● What needs to be done:
Each entry must be reproduced precisely as it stands.
# # # # # # #
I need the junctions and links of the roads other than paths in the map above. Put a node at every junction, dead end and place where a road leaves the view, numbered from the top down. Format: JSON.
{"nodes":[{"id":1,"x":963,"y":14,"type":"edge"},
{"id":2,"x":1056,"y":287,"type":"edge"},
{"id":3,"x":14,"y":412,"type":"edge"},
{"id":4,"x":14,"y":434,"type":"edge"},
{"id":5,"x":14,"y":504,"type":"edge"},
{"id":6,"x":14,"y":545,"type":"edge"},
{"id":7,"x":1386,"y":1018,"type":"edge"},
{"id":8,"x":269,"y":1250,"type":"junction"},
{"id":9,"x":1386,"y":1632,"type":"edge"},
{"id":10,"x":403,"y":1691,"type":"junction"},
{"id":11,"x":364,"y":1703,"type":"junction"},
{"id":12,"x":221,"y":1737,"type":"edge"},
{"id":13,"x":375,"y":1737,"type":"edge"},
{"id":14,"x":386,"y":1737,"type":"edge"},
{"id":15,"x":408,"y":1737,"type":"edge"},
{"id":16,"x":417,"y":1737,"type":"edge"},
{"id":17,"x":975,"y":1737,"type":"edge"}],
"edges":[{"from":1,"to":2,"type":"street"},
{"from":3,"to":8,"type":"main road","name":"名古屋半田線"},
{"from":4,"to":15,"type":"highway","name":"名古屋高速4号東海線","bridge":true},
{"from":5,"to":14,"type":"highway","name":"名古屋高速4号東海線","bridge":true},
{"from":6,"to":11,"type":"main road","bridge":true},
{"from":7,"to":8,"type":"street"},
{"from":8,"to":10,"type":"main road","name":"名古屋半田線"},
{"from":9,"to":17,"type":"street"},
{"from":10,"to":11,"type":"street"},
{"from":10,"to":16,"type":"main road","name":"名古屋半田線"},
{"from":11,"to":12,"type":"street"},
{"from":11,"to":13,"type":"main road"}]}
# # # # # # #
● Result of the task:
I need the junctions and links of the roads other than paths in the map above. Put a node at every junction, dead end and place where a road leaves the view, numbered from the top down. Format: JSON.
{"nodes":[{"id":1,"x":963,"y":14,"type":"edge"},
{"id":2,"x":1056,"y":287,"type":"edge"},
{"id":3,"x":14,"y":412,"type":"edge"},
{"id":4,"x":14,"y":434,"type":"edge"},
{"id":5,"x":14,"y":504,"type":"edge"},
{"id":6,"x":14,"y":545,"type":"edge"},
{"id":7,"x":1386,"y":1018,"type":"edge"},
{"id":8,"x":269,"y":1250,"type":"junction"},
{"id":9,"x":1386,"y":1632,"type":"edge"},
{"id":10,"x":403,"y":1691,"type":"junction"},
{"id":11,"x":364,"y":1703,"type":"junction"},
{"id":12,"x":221,"y":1737,"type":"edge"},
{"id":13,"x":375,"y":1737,"type":"edge"},
{"id":14,"x":386,"y":1737,"type":"edge"},
{"id":15,"x":408,"y":1737,"type":"edge"},
{"id":16,"x":417,"y":1737,"type":"edge"},
{"id":17,"x":975,"y":1737,"type":"edge"}],
"edges":[{"from":1,"to":2,"type":"street"},
{"from":3,"to":8,"type":"main road","name":"名古屋半田線"},
{"from":4,"to":15,"type":"highway","name":"名古屋高速4号東海線","bridge":true},
{"from":5,"to":14,"type":"highway","name":"名古屋高速4号東海線","bridge":true},
{"from":6,"to":11,"type":"main road","bridge":true},
{"from":7,"to":8,"type":"street"},
{"from":8,"to":10,"type":"main road","name":"名古屋半田線"},
{"from":9,"to":17,"type":"street"},
{"from":10,"to":11,"type":"street"},
{"from":10,"to":16,"type":"main road","name":"名古屋半田線"},
{"from":11,"to":12,"type":"street"},
{"from":11,"to":13,"type":"main road"}]}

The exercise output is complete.